Contrary to what you may have heard, this is not “antisemitism,” a word used to describe disparate things in different places throughout history, including criticism of Israel’s inhumane treatment of Palestinians that goes back well over 100 years.
“In 2002,” Patel says, “in the midst of the Second Intifada, the Israeli army launched a massive invasion of the Jenin refugee camp following a number of suicide bombings inside Israeli territory. During the invasion, the army killed more than 50 Palestinians and destroyed more than 400 homes in the camp, displacing more than a quarter of the camp’s entire population. More than 20 years later, the effects of the 2002 invasion are still felt in the camp today.”
This is about individual rights and personal autonomy. “During January’s [this year] raid, Mohammad al-Sabbagh witnessed his family home being destroyed for the third time.” Also, “During the army raid on January 26, 21 years after his father was killed, Ziad al-Sabbagh barricaded himself alongside his comrades inside his family home during the army’s assault. Though he made it out alive, he was arrested by Israeli forces. And the al-Sabbagh family home was once again destroyed.”
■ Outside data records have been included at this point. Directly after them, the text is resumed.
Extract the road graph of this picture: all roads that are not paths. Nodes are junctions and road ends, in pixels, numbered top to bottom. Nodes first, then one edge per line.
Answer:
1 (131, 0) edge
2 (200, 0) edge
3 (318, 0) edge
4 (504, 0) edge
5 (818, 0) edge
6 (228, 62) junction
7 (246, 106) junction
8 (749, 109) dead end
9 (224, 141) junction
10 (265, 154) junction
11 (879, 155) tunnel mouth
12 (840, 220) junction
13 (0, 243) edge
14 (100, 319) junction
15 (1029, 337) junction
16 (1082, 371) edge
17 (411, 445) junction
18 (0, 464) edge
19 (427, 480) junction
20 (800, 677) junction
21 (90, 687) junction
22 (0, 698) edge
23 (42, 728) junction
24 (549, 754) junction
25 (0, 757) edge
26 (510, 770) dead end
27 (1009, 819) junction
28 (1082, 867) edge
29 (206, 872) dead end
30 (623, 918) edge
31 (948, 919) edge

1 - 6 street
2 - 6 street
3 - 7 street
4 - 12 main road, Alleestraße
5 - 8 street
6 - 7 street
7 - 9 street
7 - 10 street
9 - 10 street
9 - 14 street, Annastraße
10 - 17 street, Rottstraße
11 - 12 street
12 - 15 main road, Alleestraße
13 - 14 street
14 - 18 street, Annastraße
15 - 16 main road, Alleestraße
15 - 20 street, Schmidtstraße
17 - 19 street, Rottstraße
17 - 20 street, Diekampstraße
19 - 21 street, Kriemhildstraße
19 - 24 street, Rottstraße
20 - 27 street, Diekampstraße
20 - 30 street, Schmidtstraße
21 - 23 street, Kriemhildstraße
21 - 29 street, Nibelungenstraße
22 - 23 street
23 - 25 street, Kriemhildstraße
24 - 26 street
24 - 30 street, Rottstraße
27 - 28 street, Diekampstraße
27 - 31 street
“It’s death or freedom,” says one fighter. That sounds like Patrick Henry, who purportedly said, “Is life so dear, or peace so sweet, as to be purchased at the price of chains and slavery? Forbid it, Almighty God! I know not what course others may take; but as for me, give me liberty or give me death!” (March 23, 1775, St. John’s Church, Richmond, Virginia, speech at the Virginia convention.)
The unconscionably inhumane treatment of the Palestinians is either consistent with what are called Jewish values or it is not. If it is, well then… But if it is not, then why has it gone on 56 years after the West Bank, Gaza, and Golan Heights were taken militarily (to be annexed in law or in fact) and 75 years after a group of Europeans declared the existence of Israel (no borders specified) and the Palestinians who managed to stay in Israel, despite the catastrophe (Nakba) of their brethren being driven from their homes, were made no better than second-class citizens (if that), subject to all sorts of government and quasi-government mistreatment and discrimination? So much for Israel’s Declaration of Independence, which promised that “it will foster the development of the country for the benefit of all its inhabitants; it will be based on freedom, justice and peace as envisaged by the prophets of Israel.” (This took place following a UN General Assembly recommendation that Palestine be divided, with more than half given to Jewish Europeans even though Jews were a minority of the Palestinian population and the UN had no right to partition the land.)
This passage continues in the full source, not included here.